At Work

Medicare for all? The (totally naive) argument

The following article is by Paddy Quick, a Professor of Economics at St. Francis College and a member of the Union of Radical Political Economists (URPE).

I encourage you to read this article. It displays a lack of understanding of both people and the health insurance system and for a professor of economics he puts a lot of faith in the federal government’s ability to manage anything that involves the political views of Congress.

Here are a couple of examples.

Why are health insurance premiums so high? The corporations that provide health insurance are driven by the need to profit. They charge as much as they can for it, and they structure their policies to minimize the payments they make to the actual providers of health care. Before Obamacare, they regularly denied policies to people who weren’t in perfect health, those who had “pre-existing conditions.”

Medicare uses only about 1-3 percent of the tax money it collects in for administrative costs, with the remaining 97-99 percent going to health-care providers. In contrast, only about three-quarters of the premiums private insurance companies collect go to providers. Obamacare tried to increase that proportion to 80-85 percent. The remainder goes not only for profits, but also for administering this profit-making system.

Health insurance premiums are high because we spend a lot on expensive health care services. This is why large employers, most of whom are self-insured, also struggle with high costs.

Insurance companies structure their policies to keep premiums as low as possible which is what people demand. The profit made is always relative to the claims paid. If the premium for a high deductible plan was the same as a low deductible he would have an argument, but that is not the case. In addition, to characterize health insurance as a high profit-making machine is misleading when in fact the profits are very similar to regulated utilities while the risks are higher year to year.
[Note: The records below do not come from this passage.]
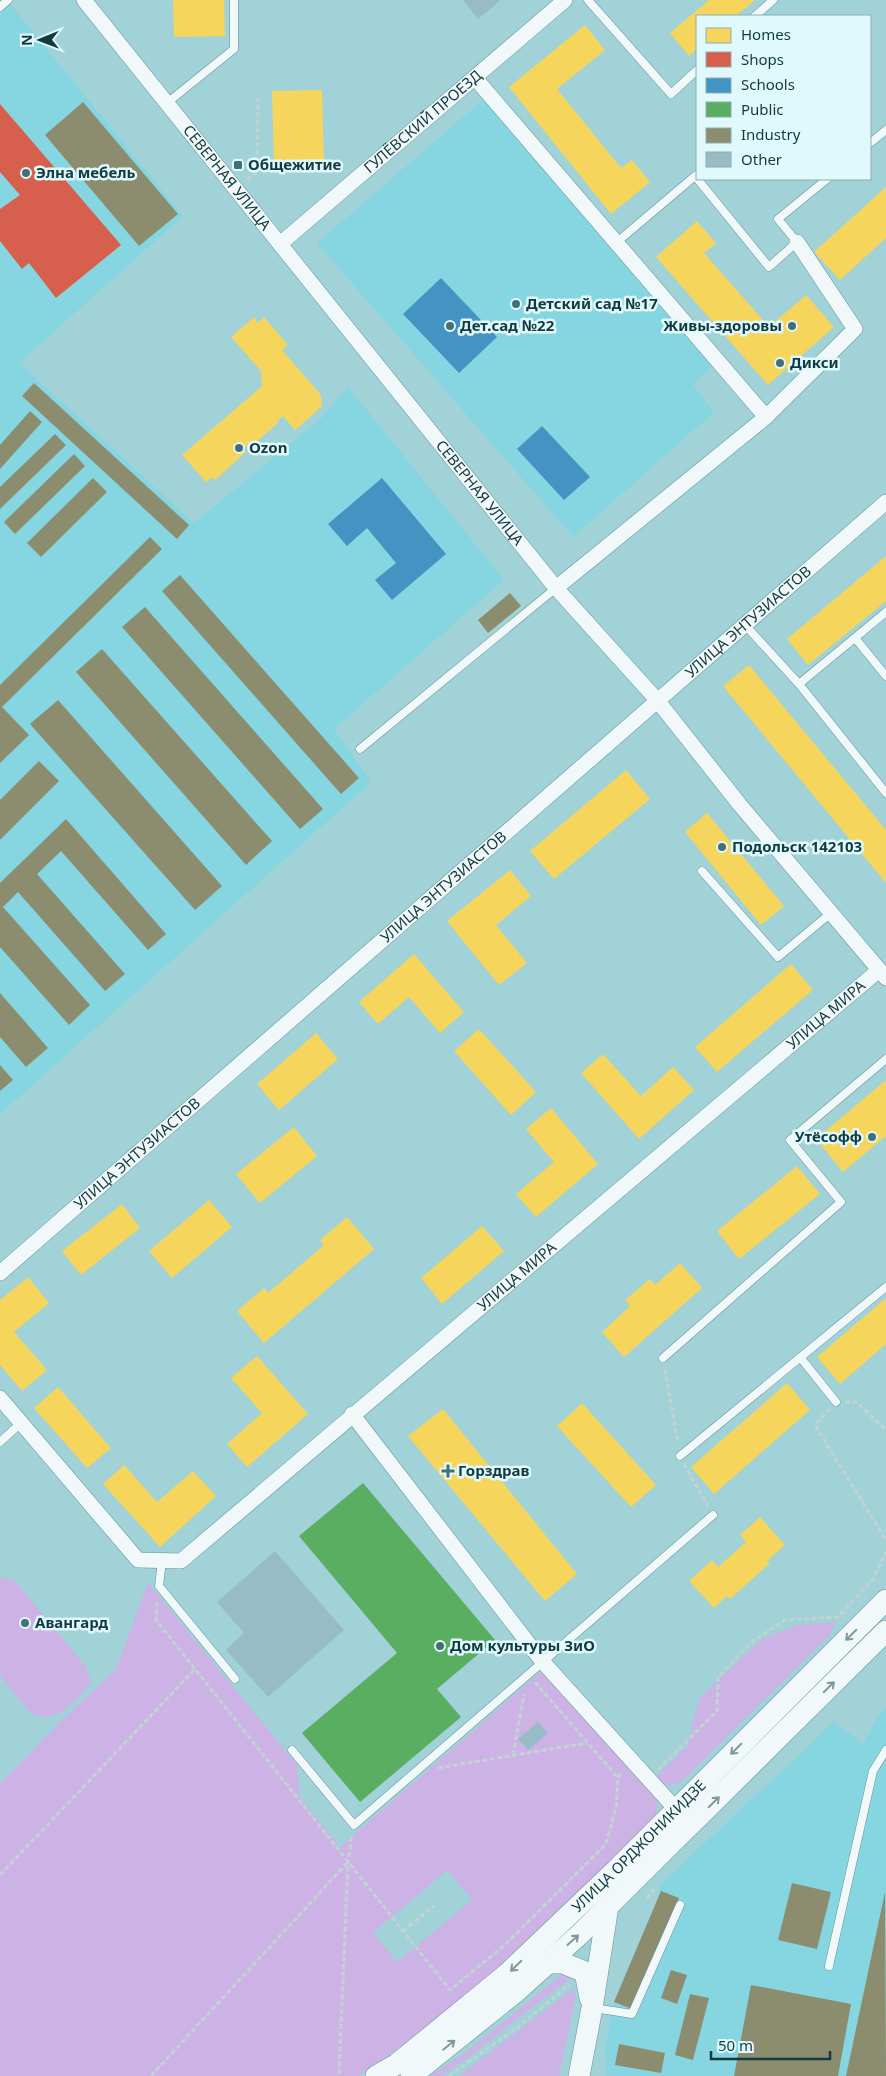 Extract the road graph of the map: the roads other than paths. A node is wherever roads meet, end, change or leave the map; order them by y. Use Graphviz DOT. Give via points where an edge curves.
graph roads {
  1 [pos="8,0"];
  2 [pos="84,0"];
  3 [pos="234,0"];
  4 [pos="565,0"];
  5 [pos="588,0"];
  6 [pos="773,0"];
  7 [pos="0,7"];
  8 [pos="756,15"];
  9 [pos="696,71"];
  10 [pos="474,78"];
  11 [pos="167,103"];
  12 [pos="886,130"];
  13 [pos="871,143"];
  14 [pos="696,177"];
  15 [pos="698,180"];
  16 [pos="826,180"];
  17 [pos="617,242"];
  18 [pos="797,242"];
  19 [pos="280,244"];
  20 [pos="766,417"];
  21 [pos="886,502"];
  22 [pos="556,588"];
  23 [pos="886,612"];
  24 [pos="746,626"];
  25 [pos="855,638"];
  26 [pos="886,676"];
  27 [pos="799,684"];
  28 [pos="656,700"];
  29 [pos="360,749"];
  30 [pos="886,793"];
  31 [pos="702,871"];
  32 [pos="831,913"];
  33 [pos="884,970"];
  34 [pos="886,1059"];
  35 [pos="0,1273"];
  36 [pos="886,1286"];
  37 [pos="663,1358"];
  38 [pos="800,1358"];
  39 [pos="0,1398"];
  40 [pos="836,1402"];
  41 [pos="352,1414"];
  42 [pos="20,1424"];
  43 [pos="0,1442"];
  44 [pos="680,1456"];
  45 [pos="713,1515"];
  46 [pos="162,1561"];
  47 [pos="886,1600"];
  48 [pos="886,1631"];
  49 [pos="542,1661"];
  50 [pos="235,1679"];
  51 [pos="292,1750"];
  52 [pos="886,1750"];
  53 [pos="676,1809"];
  54 [pos="690,1825"];
  55 [pos="680,1905"];
  56 [pos="608,1906"];
  57 [pos="548,1963"];
  58 [pos="829,1966"];
  59 [pos="592,2008"];
  60 [pos="376,2076"];
  61 [pos="411,2076"];
  62 [pos="579,2076"];
  1 -- 7 [label="lane"];
  2 -- 11 [label="street, СЕВЕРНАЯ УЛИЦА"];
  3 -- 11 [label="lane" via="234,50"];
  4 -- 10 [label="street, ГУЛЁВСКИЙ ПРОЕЗД"];
  5 -- 9 [label="lane" via="671,94"];
  6 -- 8 [label="lane"];
  10 -- 17 [label="street"];
  10 -- 19 [label="street, ГУЛЁВСКИЙ ПРОЕЗД"];
  11 -- 19 [label="street, СЕВЕРНАЯ УЛИЦА"];
  12 -- 13 [label="lane"];
  14 -- 17 [label="lane"];
  15 -- 18 [label="lane" via="769,267"];
  16 -- 18 [label="lane" via="778,219"];
  17 -- 20 [label="street"];
  18 -- 20 [label="street" via="855,328"];
  19 -- 22 [label="street, СЕВЕРНАЯ УЛИЦА"];
  20 -- 22 [label="street"];
  21 -- 24 [label="street, УЛИЦА ЭНТУЗИАСТОВ"];
  22 -- 28 [label="street, СЕВЕРНАЯ УЛИЦА"];
  22 -- 29 [label="lane"];
  23 -- 25 [label="lane"];
  24 -- 27 [label="lane"];
  24 -- 28 [label="street, УЛИЦА ЭНТУЗИАСТОВ"];
  25 -- 26 [label="lane"];
  25 -- 27 [label="lane"];
  27 -- 30 [label="lane"];
  28 -- 32 [label="street, СЕВЕРНАЯ УЛИЦА"];
  28 -- 35 [label="street, УЛИЦА ЭНТУЗИАСТОВ"];
  31 -- 32 [label="lane" via="778,957"];
  32 -- 33 [label="street, СЕВЕРНАЯ УЛИЦА"];
  33 -- 41 [label="street, УЛИЦА МИРА"];
  34 -- 37 [label="lane" via="790,1140 841,1202"];
  36 -- 38 [label="lane"];
  38 -- 40 [label="lane"];
  38 -- 44 [label="lane"];
  39 -- 42 [label="street"];
  41 -- 46 [label="street, УЛИЦА МИРА" via="181,1561"];
  41 -- 49 [label="street"];
  42 -- 43 [label="lane"];
  42 -- 46 [label="street, УЛИЦА МИРА" via="138,1560"];
  45 -- 49 [label="lane"];
  46 -- 50 [label="lane" via="159,1586"];
  47 -- 53 [label="main road, УЛИЦА ОРДЖОНИКИДЗЕ, one-way"];
  54 -- 48 [label="main road, УЛИЦА ОРДЖОНИКИДЗЕ, one-way"];
  49 -- 51 [label="lane" via="354,1825"];
  49 -- 53 [label="street"];
  52 -- 58 [label="lane" via="873,1771"];
  53 -- 54 [label="street"];
  53 -- 60 [label="main road, УЛИЦА ОРДЖОНИКИДЗЕ, one-way" via="507,1974 397,2064"];
  54 -- 56 [label="main road, УЛИЦА ОРДЖОНИКИДЗЕ"];
  55 -- 59 [label="lane" via="632,2014"];
  57 -- 56 [label="main road, УЛИЦА ОРДЖОНИКИДЗЕ, one-way"];
  56 -- 59 [label="main road, УЛИЦА ОРДЖОНИКИДЗЕ"];
  57 -- 59 [label="main road, УЛИЦА ОРДЖОНИКИДЗЕ" via="563,1963 585,1972"];
  61 -- 57 [label="main road, УЛИЦА ОРДЖОНИКИДЗЕ, one-way"];
  59 -- 62 [label="main road, УЛИЦА ОРДЖОНИКИДЗЕ"];
}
The Medicare administrative percentage is also misleading because all the costs for administering the program are not allocated directly and thus not counted in the percentage. But more important the low percentage also contributes to high levels of fraud and abuse. Medicare follows a pay and pursue policy that allows fraud to go undetected for decades. In addition, under the Medicare system there is little incentive for beneficiaries to care about fraud or abuse because there is little direct incentive for them to care about costs. Medicare pays a different type of claim with many being high cost and hospital based which skews the percentage.

He also fails to recognize that Medicare can’t function without supplemental coverage paid for by beneficiaries and the ability to pay at the level it does is only possible because the private sector absorbs the true costs and without that the health care system would be very different.

Large companies typically have some such plan, although usually only for their own full-time employees, not their part-time or temporary workers or their subcontractors’ employees. (Very small businesses usually find any such coverage too expensive.) The advantage of this way of providing insurance is that individuals can’t be denied coverage for pre-existing conditions. However, insurers charge companies premiums based on the general characteristics of their workforce, an incentive for employers to hire healthy, young workers.

The fact is large employers are mostly self-insured and there are no premiums. The insurance company or administrator is paid a fixed fee to manage claims and administration; there is no profit motive to not pay claims. About 70 million Americans have this type of coverage. The hiring process in large companies is totally independent and unrelated to the health benefits provided, there is no incentive in hiring as described above and to do so would be illegal. This professor apparently never heard of the ADA or other anti-discrimination laws.

Finally, the article makes the old argument about health care itself and the health outcomes compared with other countries in the world. This argument fails to recognize the differences in lifestyles, the size of the United States and the diversity of its population all of which are far different from other countries the size of Denmark or even European countries. 


2 replies »

  1. Reading Dr. Paddy Quick’s analysis brings to mind comments I heard on C-SPAN on Sunday. Norman Podhoretz was on discussing the 50th anniversary of his book Making It. I’m his early life Podhoretz was a member of the New York Left intellectual elite. He broke from Left orthodoxy and founded the neo-conservative movement. Looking back now at his earlier intellectual circle he said that they were all brilliant, and wrong about everything. Dr. Quick, alumna of Oxbridge and Harvard, would be at home.


  2. We are moving to a single payer health care system. It will not be as good as anything we have today. Once government takes over health care 100%, we will all be just as sorry as the service we receive.